Why HN was slow and how Rtm fixed it

(ycombinator.com)

257 points pg | 1 comments | 19 Jan 11 18:41 UTC | HN request time: 0.303s | source

Show context

blinkingled ◴[19 Jan 11 19:13 UTC] No.2120857[source]▶

>>2120756 (OP) #

Sounds like there is a scalability issue within MzScheme in that it iterates over the number of threads, asking each thread about the sockets it has. As one can tell, once # of threads and # of sockets grow - finding which thread to run in user space becomes awfully expensive. As any clever admin will do, a least invasive fix involving limiting the number of connections and threads was done - with what sounds like immediate results!

I have no idea what MzScheme is but I am curious about why is HN running threads in user space in 2011? The OS kernel knows best what thread to pick to run and that is a very well tuned, O(1) operation for Linux and Solaris.

replies(3): >>2120924 #>>2120962 #>>2120976 #

svlla ◴[19 Jan 11 19:33 UTC] No.2120924[source]▶

>>2120857 #

not to mention that one thread per connection is, well, extremely outdated.

replies(2): >>2120943 #>>2120991 #

jrockway ◴[19 Jan 11 19:48 UTC] No.2120991[source]▶

>>2120924 #

I don't know much about MzScheme, but it's quite possible that "thread" means "stack", not "OS thread". One context stack per TCP connection is quite sustainable; with Haskell's threads and Perl's coros, I run out of fds long before I'm using any significant amount of memory. (This is somewhere around 30,000 open connections on my un-tweaked Linux desktop.
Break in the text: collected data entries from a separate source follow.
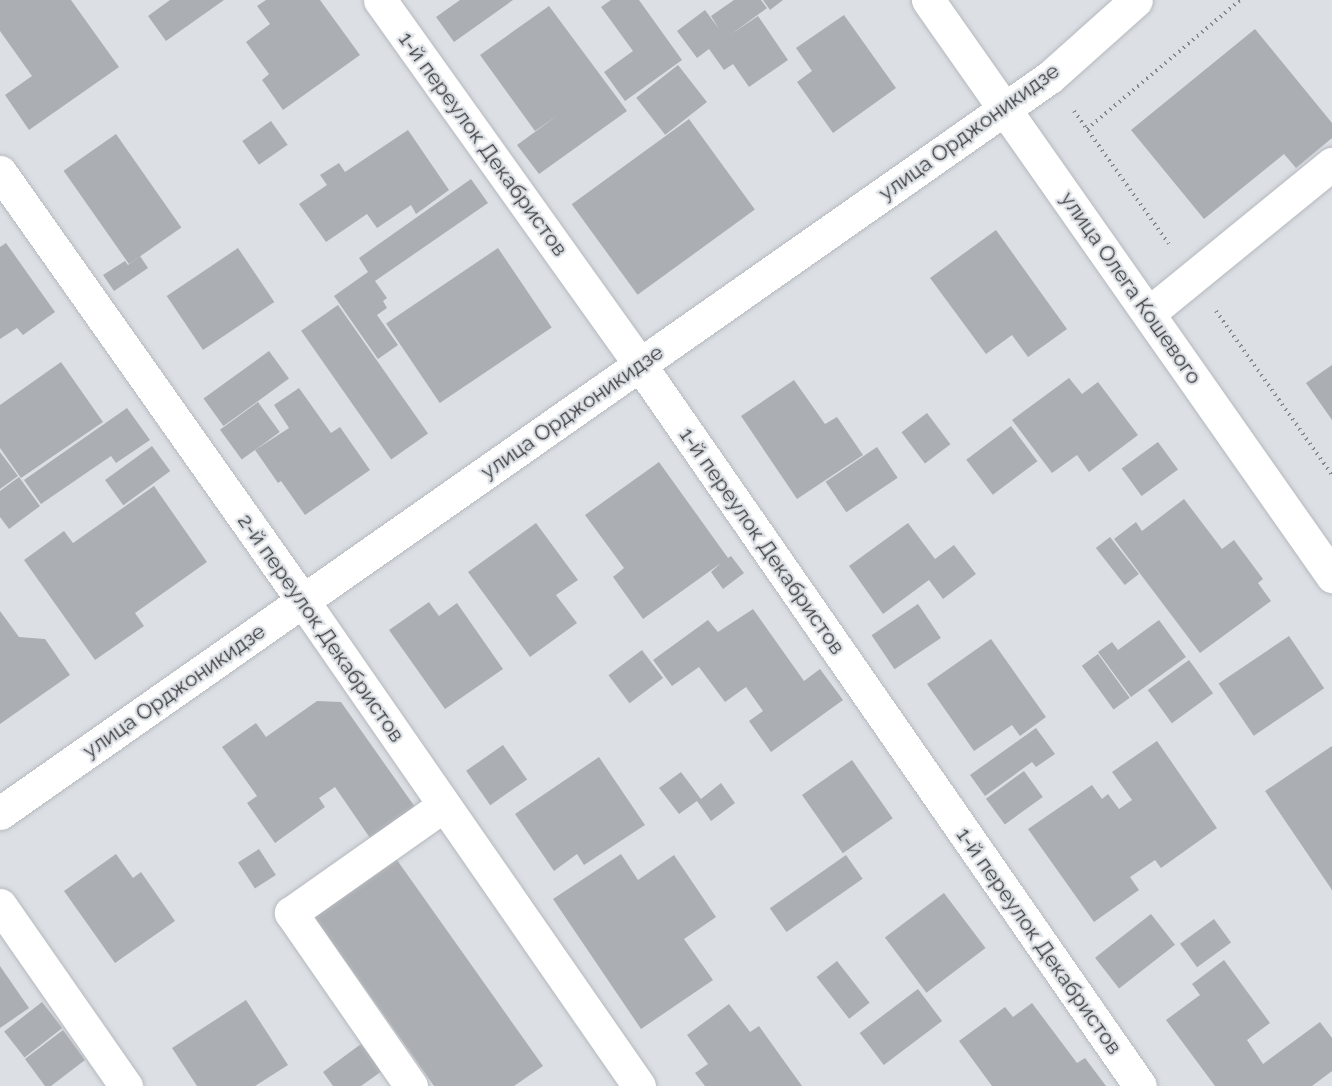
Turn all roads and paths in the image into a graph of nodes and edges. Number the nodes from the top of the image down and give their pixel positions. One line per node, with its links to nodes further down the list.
1 (380, 0): 10 (street, 1-й переулок Декабристов)
2 (928, 0): 5 (street, улица Олега Кошевого)
3 (1136, 0): 5 (street, улица Орджоникидзе)
4 (1240, 0): 6 (path)
5 (1005, 108): 9 (street, улица Олега Кошевого); 10 (street, улица Орджоникидзе)
6 (1087, 129)
7 (1332, 164): 9 (street)
8 (0, 172): 12 (street, 2-й переулок Декабристов)
9 (1149, 313): 11 (street, улица Олега Кошевого)
10 (640, 365): 12 (street, улица Орджоникидзе); 19 (street, 1-й переулок Декабристов)
11 (1332, 576)
12 (303, 601): 13 (street, 2-й переулок Декабристов); 14 (street, улица Орджоникидзе)
13 (444, 805): 17 (street); 18 (street, 2-й переулок Декабристов)
14 (0, 813)
15 (0, 905): 16 (street)
16 (126, 1086)
17 (411, 1086)
18 (639, 1086)
19 (1140, 1086)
I know I can do a lot more if I tried.)

The issue, in the case of HN, is with O(n) IO watchers. Most sockets are idle most of the time, so you really want an algorithm that is O(n) over active sockets, not O(n) over active and inactive sockets. You typically have so few active fds at any time that the n is really tiny, making massively scalable network servers trivial to write. But you also have a lot of connections at any one time, so if you are O(n) over active and inactive fds, then you are going to have performance issues. Basically, you don't want to pay for connections that aren't doing anything.
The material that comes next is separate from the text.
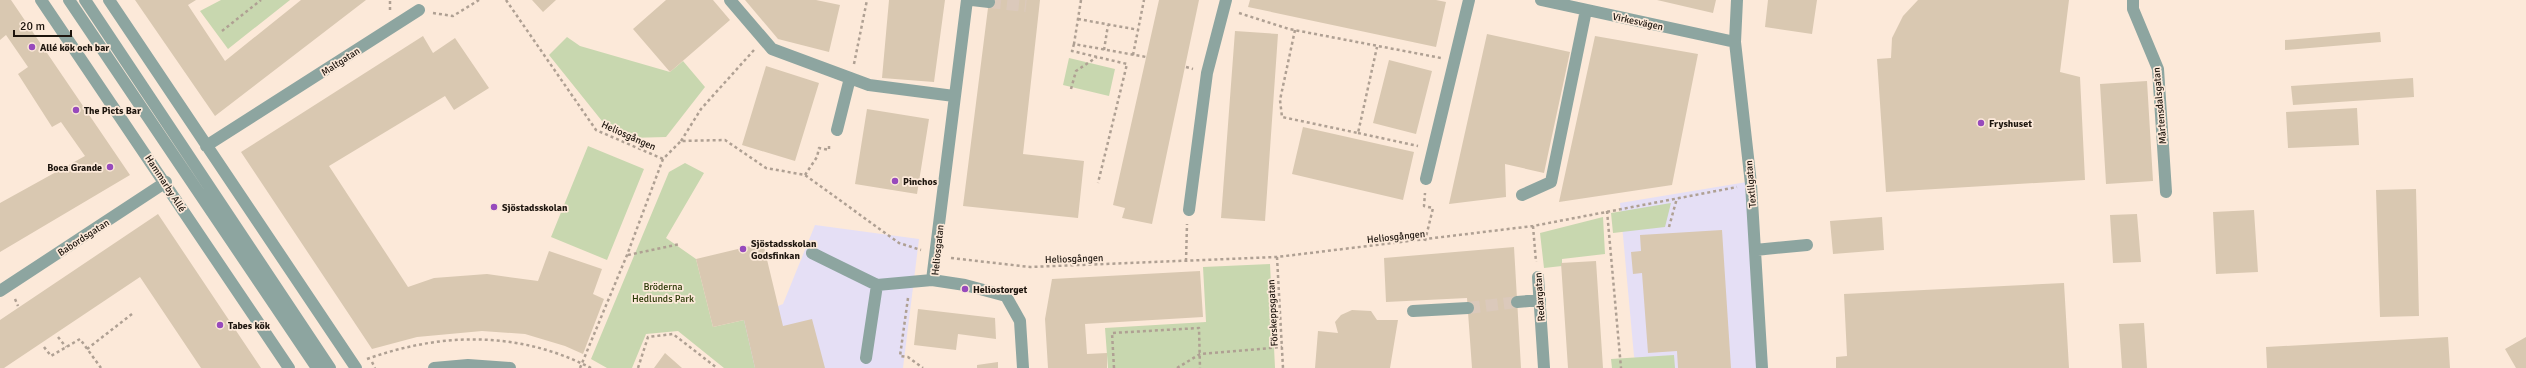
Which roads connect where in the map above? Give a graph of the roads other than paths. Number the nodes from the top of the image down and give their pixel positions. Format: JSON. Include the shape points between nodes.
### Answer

Fortunately, we have the technology; epoll on Linux, kqueue on BSDs, /dev/poll on Solaris. You just need to use an event loop, so it does all the hard stuff for you (and so you don't have to worry about the OS differences). Hacking a proper event loop into MzScheme may be hard, but it's absolutely necessary for writing scalable network servers. Handling 10k+ open connections is trivial with today's technology. And, all the cool kids are doing it (node.js, GHC, etc.).

replies(1): >>2121074 #

swannodette ◴[19 Jan 11 20:15 UTC] No.2121074[source]▶

>>2120991 #

My understanding is that MzScheme / Racket has a proper event loop.

replies(1): >>2121973 #

1. jrockway ◴[20 Jan 11 00:35 UTC] No.2121973[source]▶

>>2121074 #

Yeah, I have no idea. All I know is that proper threads do not bloat anything, and that proper IO watchers are not O(n) over inactive connections.

↑